The evaluation of worst case scenarios results in a bilevel optimisation formulation of the actual optimisation model. This resulting bilevel optimisation problem is then solved using a nested-level approach where the inner level is solved for each iteration of the outer level for the case where the outer level problems are assumed to be differentiable. For the case in which the outer level problems are non-differentiable, the strategy uses a semi-infinite formulation which overcomes the evaluation of the worst case scenarios thereby rendering the problems differentiable if the functions are differentiable. The semi-infinite formulation is then solved using a discretisation algorithm. Log-barrier functions and Newton methods, which are known for their rapid convergence to the optimal points, are used as part of the algorithms developed to solve the optimisation problem. The strategy also employs the Reduced-Basis method to solve the functions and/or physical quantities used in the optimisation problem. The method is efficient and computationally economic while maintaining a certain level of accuracy in approximating the functions and/or physical quantities. This efficiency complements the interior point algorithms in obtaining real-time solutions for the optimisation problems.
We then apply the strategy to an irrigation design model whose physical system is governed by the equation for the
conservation of water. The results have provided insights into the internal workings of the proposed strategy, as well as the algorithms developed in solving the resulting formulations.

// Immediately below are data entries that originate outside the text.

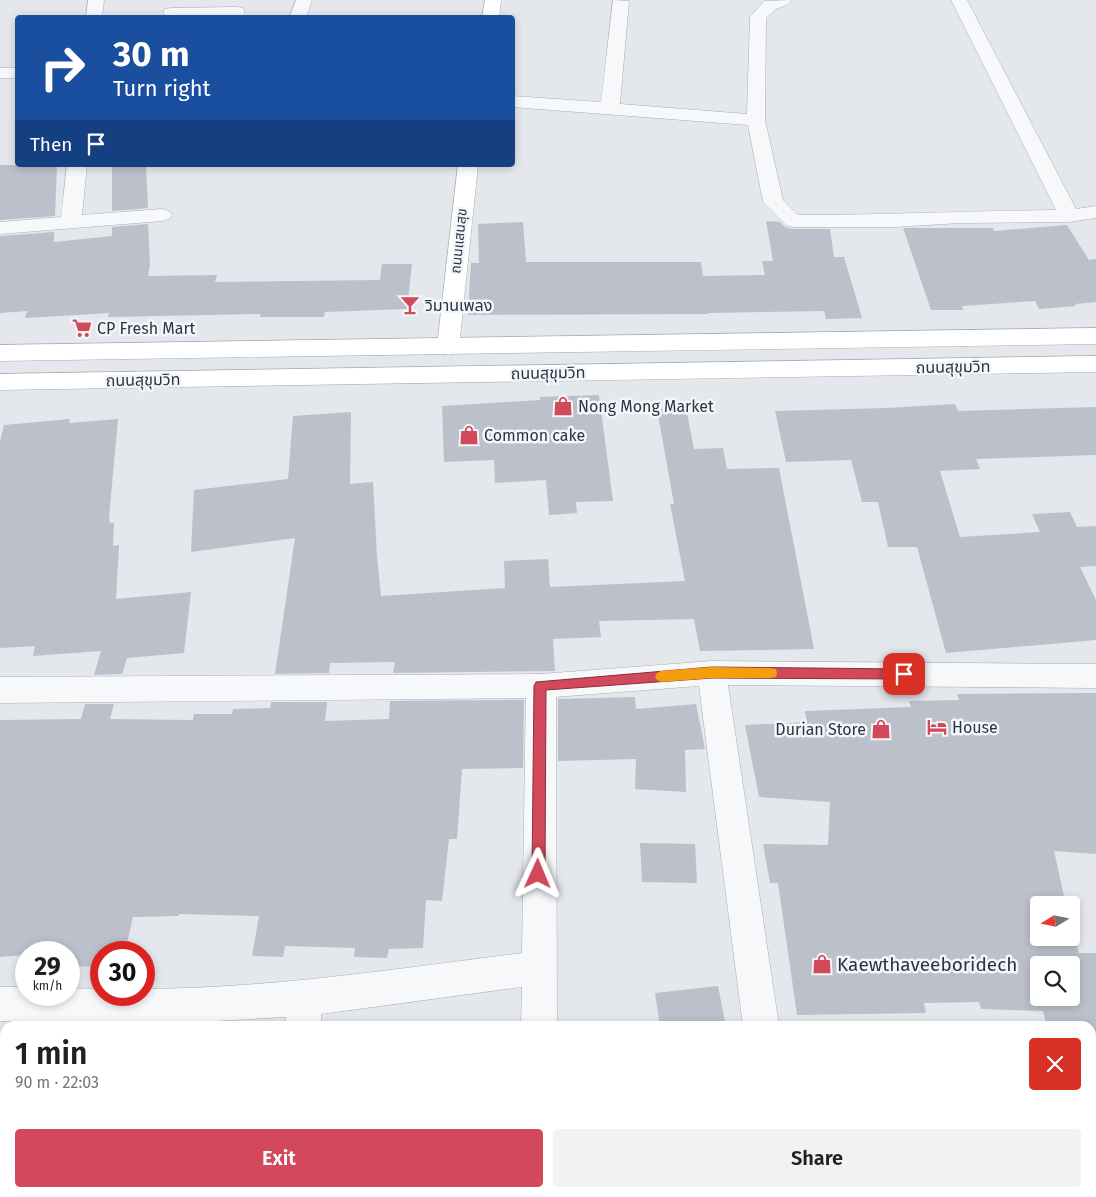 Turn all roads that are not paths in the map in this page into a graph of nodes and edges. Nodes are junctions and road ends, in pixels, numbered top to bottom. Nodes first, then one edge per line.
1 (96, 0) edge
2 (304, 0) edge
3 (493, 0) edge
4 (621, 0) edge
5 (783, 0) edge
6 (959, 0) edge
7 (172, 10) edge
8 (237, 12) dead end
9 (94, 15) edge
10 (298, 15) edge
11 (490, 15) edge
12 (15, 73) edge
13 (0, 74) edge
14 (515, 101) edge
15 (610, 108) junction
16 (756, 120) junction
17 (77, 167) edge
18 (468, 167) edge
19 (1096, 212) edge
20 (162, 214) dead end
21 (1069, 216) junction
22 (71, 222) junction
23 (0, 228) edge
24 (1096, 336) edge
25 (448, 347) junction
26 (0, 353) edge
27 (1096, 364) edge
28 (0, 382) edge
29 (712, 672) junction
30 (1096, 676) edge
31 (540, 686) junction
32 (0, 690) edge
33 (538, 968) junction
34 (0, 1004) edge
35 (303, 1012) edge
36 (113, 1017) edge
37 (538, 1021) edge
38 (760, 1021) edge

1 - 9 street
2 - 10 street
3 - 11 main road
4 - 15 street
5 - 16 street
6 - 21 street
7 - 8 street
12 - 13 street
14 - 15 street
15 - 16 street
16 - 21 street
17 - 22 street
18 - 25 main road, ถนนแสนสุข
19 - 21 street
20 - 22 street
22 - 23 street
24 - 25 main road, ถนนสุขุมวิท
25 - 26 main road, ถนนสุขุมวิท
27 - 28 main road, ถนนสุขุมวิท
29 - 30 street
29 - 31 street
29 - 38 street
31 - 32 street
31 - 33 street
33 - 35 street
33 - 37 street
34 - 36 street
35 - 36 street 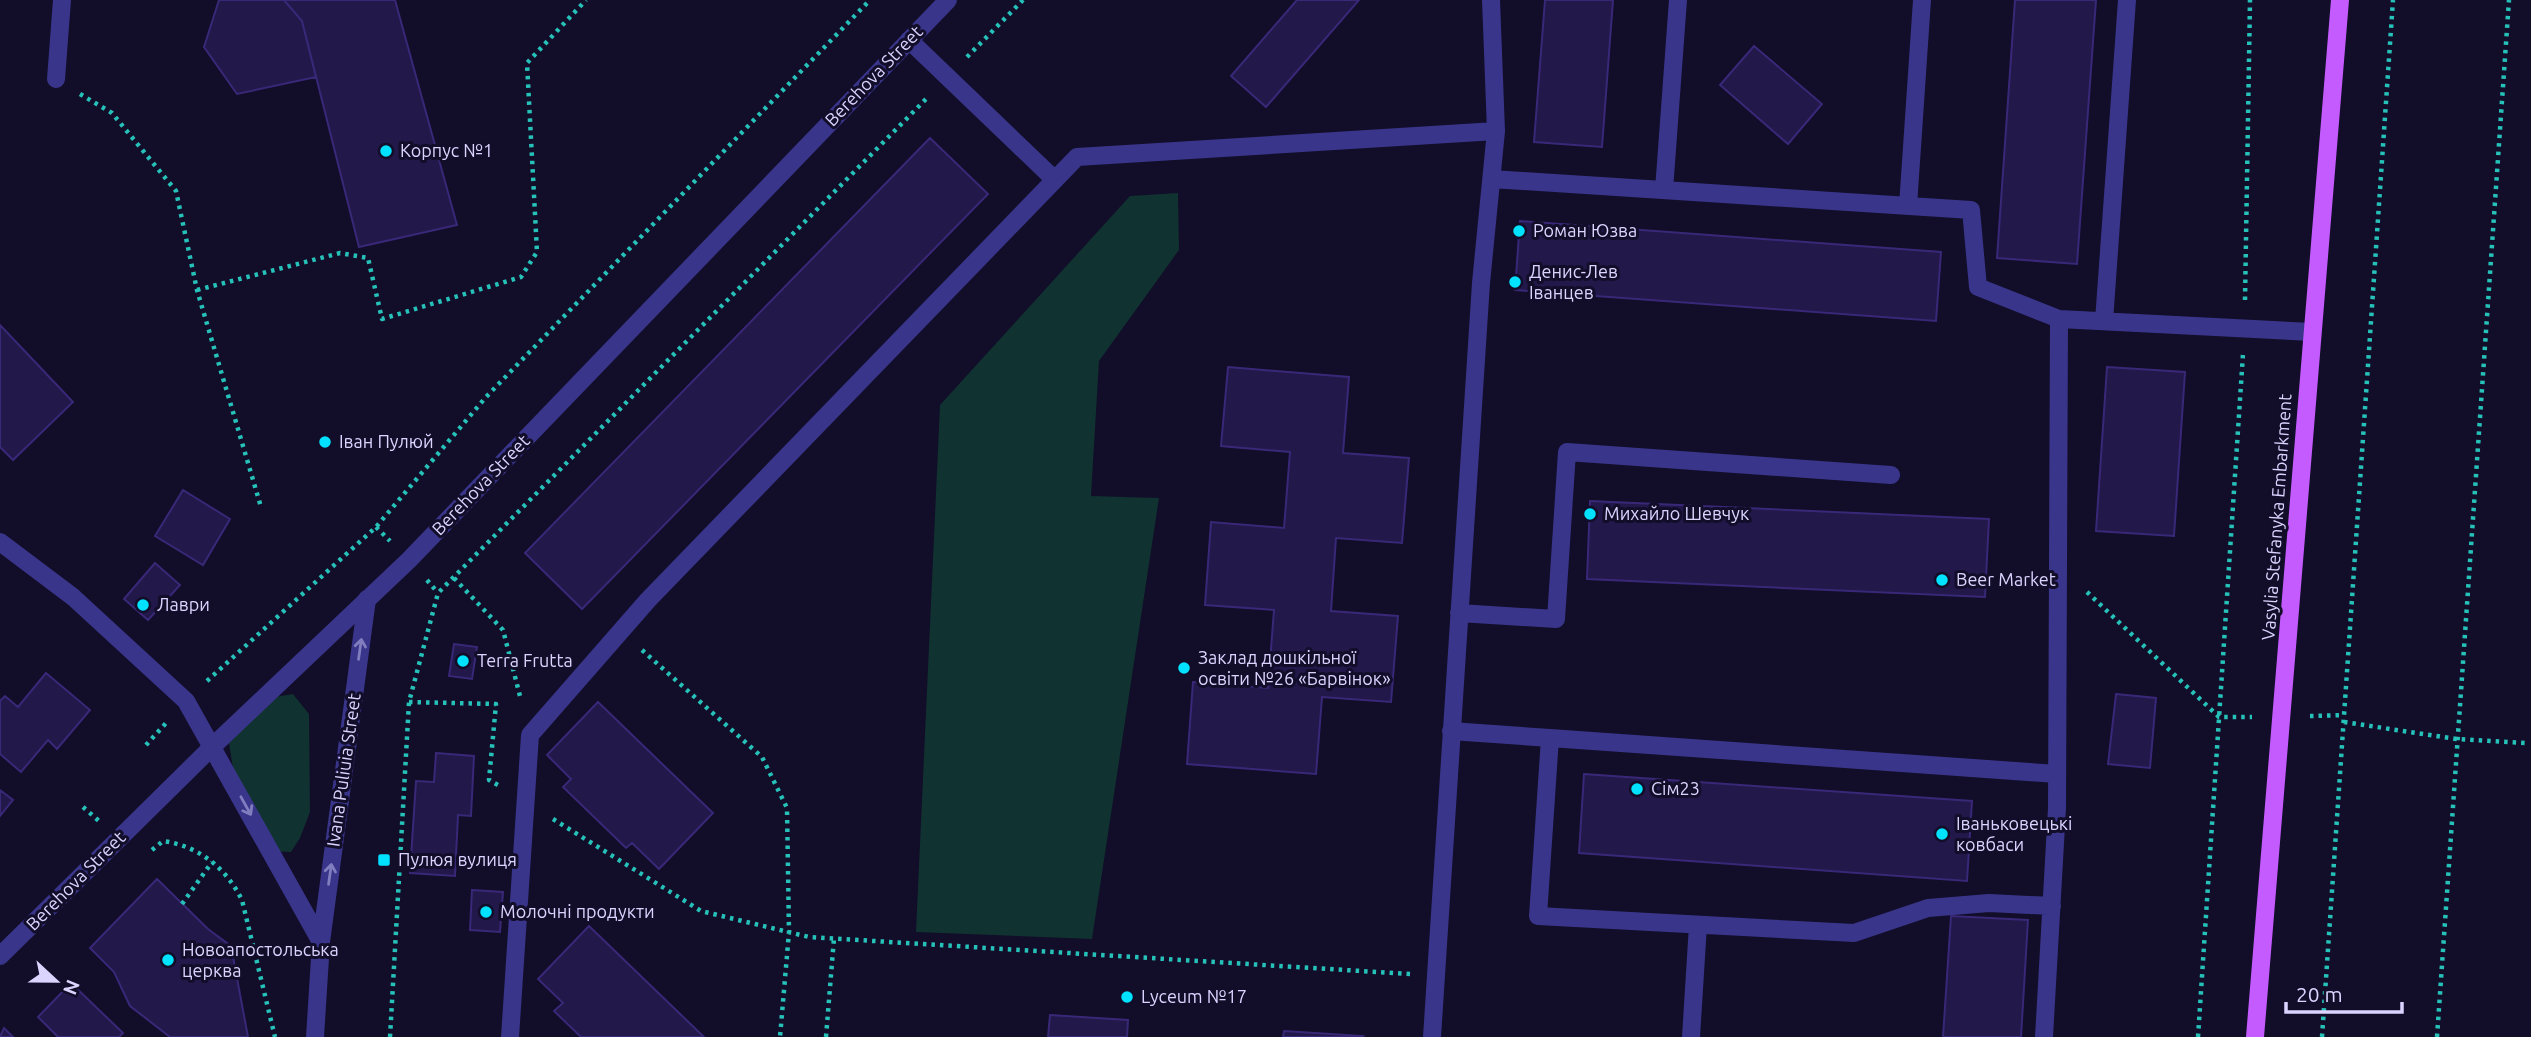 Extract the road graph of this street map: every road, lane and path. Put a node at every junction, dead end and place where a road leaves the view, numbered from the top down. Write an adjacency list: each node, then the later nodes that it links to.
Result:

Doing research under both Associate Professor Murali and Professor Patera, I had a good grounding in terms of the theory and practical aspects of the strategy. I was also fortunate to have the guidance and input from Professor Robert Freund and Professor Sun Jie in the field of optimisation. For the most part of my Ph.D. project, I had the opportunity
interact with the Reduced-Basis research group under Professor Patera where we had fortnightly video conferencing sessions to discuss our various projects. These sessions were very useful in generating ideas and exposing me to other research work.